В тишине Эвереста. Гонка за высочайшую вершину мира (страница 7)
Днем 30 июня Дуглас Хейг верхом в сопровождении адъютантов на прекрасных скакунах с великолепными седлами и сбруей, начищенной до блеска, быстрой рысью пронесся по платановой аллее, уходящей вдаль от его штаб-квартиры в замке Монтрёй. Он не любил нарушать распорядок, и послеобеденный прием всегда становился одним из самых ярких событий дня. Хейг на любимом коне с впечатляющей свитой в безупречном костюме для верховой езды был воплощением иллюзии, что мир по-прежнему создан для джентльменов, что в нем царит порядок и что война – это праздник, парад, не утративший блеска и славы. За четыре года руководства самой большой армией, которую Британская империя выставляла на поле боя, армией, которая потеряла более 2,5 миллиона убитыми только во Франции и Бельгии, Хейг ни разу не побывал на линии фронта и ни разу не навестил раненых. Уже после войны его сын пытался дать хоть какое-то объяснение: «Страдания людей в Великую войну причиняли моему отцу огромную боль. Полагаю, он считал своим долгом воздерживаться от посещения лазаретов, потому что вид этих страданий делал больным его самого».

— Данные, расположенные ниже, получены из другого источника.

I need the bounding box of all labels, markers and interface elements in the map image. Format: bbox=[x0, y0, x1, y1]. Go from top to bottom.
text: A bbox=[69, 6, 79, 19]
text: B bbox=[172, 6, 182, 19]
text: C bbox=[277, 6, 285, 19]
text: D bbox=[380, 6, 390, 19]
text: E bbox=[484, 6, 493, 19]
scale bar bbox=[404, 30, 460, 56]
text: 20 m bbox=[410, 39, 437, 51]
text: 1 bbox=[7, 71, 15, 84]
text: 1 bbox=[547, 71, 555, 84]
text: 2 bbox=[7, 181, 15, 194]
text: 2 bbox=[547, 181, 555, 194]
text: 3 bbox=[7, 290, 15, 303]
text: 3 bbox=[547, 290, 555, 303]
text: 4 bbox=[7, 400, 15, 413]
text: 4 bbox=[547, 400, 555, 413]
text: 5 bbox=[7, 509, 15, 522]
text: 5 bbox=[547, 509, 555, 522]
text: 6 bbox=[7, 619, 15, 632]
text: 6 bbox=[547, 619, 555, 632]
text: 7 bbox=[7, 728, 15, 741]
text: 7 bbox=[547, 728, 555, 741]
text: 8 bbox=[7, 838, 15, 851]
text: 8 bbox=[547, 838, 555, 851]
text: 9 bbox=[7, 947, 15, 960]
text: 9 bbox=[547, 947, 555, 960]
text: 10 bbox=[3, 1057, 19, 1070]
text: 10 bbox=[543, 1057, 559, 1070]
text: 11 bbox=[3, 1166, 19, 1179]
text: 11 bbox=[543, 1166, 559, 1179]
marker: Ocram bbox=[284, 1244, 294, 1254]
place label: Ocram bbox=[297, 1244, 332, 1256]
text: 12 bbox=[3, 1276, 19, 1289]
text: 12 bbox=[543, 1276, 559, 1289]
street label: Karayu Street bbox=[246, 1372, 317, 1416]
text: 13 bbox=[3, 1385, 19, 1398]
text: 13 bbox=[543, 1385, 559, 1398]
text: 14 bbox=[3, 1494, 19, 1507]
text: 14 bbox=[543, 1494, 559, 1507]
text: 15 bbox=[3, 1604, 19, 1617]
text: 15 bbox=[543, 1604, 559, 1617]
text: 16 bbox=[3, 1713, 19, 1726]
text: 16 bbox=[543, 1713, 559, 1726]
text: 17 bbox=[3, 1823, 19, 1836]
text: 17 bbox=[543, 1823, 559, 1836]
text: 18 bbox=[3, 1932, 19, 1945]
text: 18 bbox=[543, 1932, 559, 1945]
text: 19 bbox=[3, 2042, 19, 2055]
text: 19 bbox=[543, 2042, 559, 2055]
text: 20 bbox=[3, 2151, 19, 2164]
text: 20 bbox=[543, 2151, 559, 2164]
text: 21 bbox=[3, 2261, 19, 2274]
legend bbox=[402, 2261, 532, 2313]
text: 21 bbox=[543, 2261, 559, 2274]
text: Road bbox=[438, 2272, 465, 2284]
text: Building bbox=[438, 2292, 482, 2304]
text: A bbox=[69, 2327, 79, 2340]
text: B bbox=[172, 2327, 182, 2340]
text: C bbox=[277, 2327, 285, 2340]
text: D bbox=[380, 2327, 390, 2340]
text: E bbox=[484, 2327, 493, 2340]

Накануне битвы на Сомме Хейг был убежден, что ключ к сражению – в руках Провидения и что Бог на его стороне. «Я чувствую, что каждый пункт плана, – говорил он жене, – написан с Божьей помощью. Войска в прекрасном расположении духа… Никогда еще проволочные заграждения врага не были так хорошо перерезаны, а наш артиллерийский обстрел никогда не был столь планомерным и тщательным». Боевой дух британских войск после долгих месяцев подготовки и ожидания действительно был на высоте. Но с проволокой дело обстояло куда хуже. Точнее, даже на протяжении 43 километров – непосредственной длины линии немецкого фронта – она почти везде осталась целой.
В последние часы перед атакой на немецкие укрепления обрушилось более четверти миллиона снарядов. А затем ненадолго наступила своеобразная тишина. Ошеломляющие оглушающие мгновения внезапной пустоты и ожидания, словно сама Земля получила отсрочку от смертного приговора. Время встало. Британские солдаты, столпившиеся у лестниц, ведущих из окопов наверх, в этот туманный день вдруг услышали стоны раненых во вражеских траншеях, жужжание огромного количества мух, отвратительный писк крыс и даже где-то высоко едва различимые голоса жаворонков и горлиц, которые воевавший поэт Зигфрид Сассун позже опишет как «пение, что принято звать небесным».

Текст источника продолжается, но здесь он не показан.